How a SQL database works
The details on how tables and indexes work. Rows, pages, the heap and indexes are all covered, both on-disk layout and querying.
SQL (or relational) databases are some of oldest and probably still are the single most commonly used database technology - both in database server form (such as postgresql) or in library form (sqlite).
Despite this, SQL databases' internal operations can be mysterious to a surprisingly large number of people - even those who work with them daily.
Unlike other database technologies, such key-value stores or graph databases, relational databases are not based on a single data structure but a combination of several different data structures. Understanding this combination is not difficult and can help a lot when working with a SQL database.
Programmers most often work with just two primary data types: arrays and associative arrays.
Arrays allow for lists of objects, providing a way of grouping multiple objects together.
Array implementation details vary widely but in general: an item can be added to an array at the end in a constant amount of time no matter the size of the array already. Searching for an given item is different: each entry in the array must be checked and this takes a length of time proportional to the size of the array at present (deletion has similar performance characteristics).
|Constant / O(1)
|Linear / O(n)
Associative arrays (often called "hash-tables" after the most common implementation) allow for reference to items via a "key".

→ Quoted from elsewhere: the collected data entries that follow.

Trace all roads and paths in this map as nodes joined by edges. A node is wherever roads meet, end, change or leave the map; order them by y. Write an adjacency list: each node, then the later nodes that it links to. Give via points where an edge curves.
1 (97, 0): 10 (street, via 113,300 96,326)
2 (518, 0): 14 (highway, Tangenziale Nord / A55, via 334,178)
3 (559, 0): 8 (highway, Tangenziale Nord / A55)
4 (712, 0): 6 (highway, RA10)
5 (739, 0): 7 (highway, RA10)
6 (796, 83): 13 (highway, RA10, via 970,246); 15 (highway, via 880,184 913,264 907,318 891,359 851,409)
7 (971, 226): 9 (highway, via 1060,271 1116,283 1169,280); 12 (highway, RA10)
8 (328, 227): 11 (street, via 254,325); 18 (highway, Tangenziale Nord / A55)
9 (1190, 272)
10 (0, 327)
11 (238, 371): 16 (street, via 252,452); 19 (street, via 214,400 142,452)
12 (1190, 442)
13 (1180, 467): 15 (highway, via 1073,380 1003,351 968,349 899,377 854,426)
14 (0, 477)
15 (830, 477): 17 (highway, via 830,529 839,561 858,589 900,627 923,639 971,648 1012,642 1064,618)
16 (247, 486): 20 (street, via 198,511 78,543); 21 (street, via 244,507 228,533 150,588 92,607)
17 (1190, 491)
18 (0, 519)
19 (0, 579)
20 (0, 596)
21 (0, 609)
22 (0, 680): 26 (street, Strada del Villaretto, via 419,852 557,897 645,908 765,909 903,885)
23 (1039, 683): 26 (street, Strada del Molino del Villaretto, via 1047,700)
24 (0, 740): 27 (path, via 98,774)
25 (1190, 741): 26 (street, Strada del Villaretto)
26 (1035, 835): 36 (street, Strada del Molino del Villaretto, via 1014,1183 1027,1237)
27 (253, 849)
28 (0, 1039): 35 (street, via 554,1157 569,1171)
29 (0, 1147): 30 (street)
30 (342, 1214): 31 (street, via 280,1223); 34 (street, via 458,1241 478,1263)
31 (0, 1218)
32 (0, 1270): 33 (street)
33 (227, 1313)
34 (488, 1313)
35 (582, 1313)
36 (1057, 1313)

This key must be unique for each item but associate arrays typically allow for fast insert, search and delete so long as the key is being used. If the key isn't being used for the operation, the entire data structure must be traversed, just as with arrays.
|Constant / O(1)
|Search/Delete (by key)
|Constant / O(1)
|Linear / O(n)
SQL databases use a different type: the relation.
A relation is a generalisation of both of these data types. A relation is a set of tuples. Each tuple can hold the details of a single item but the individual fields are split out and accessible on the relation level. Within a relation, the tuple form is exactly the same for each tuple.
Relations are useful because they expose the internal fields of what was previously an opaque object. Fields like age and breed are now open to operations on the relation level itself. This means that more complicated operations are possible on the relation without having to write specific functions to ask questions of objects.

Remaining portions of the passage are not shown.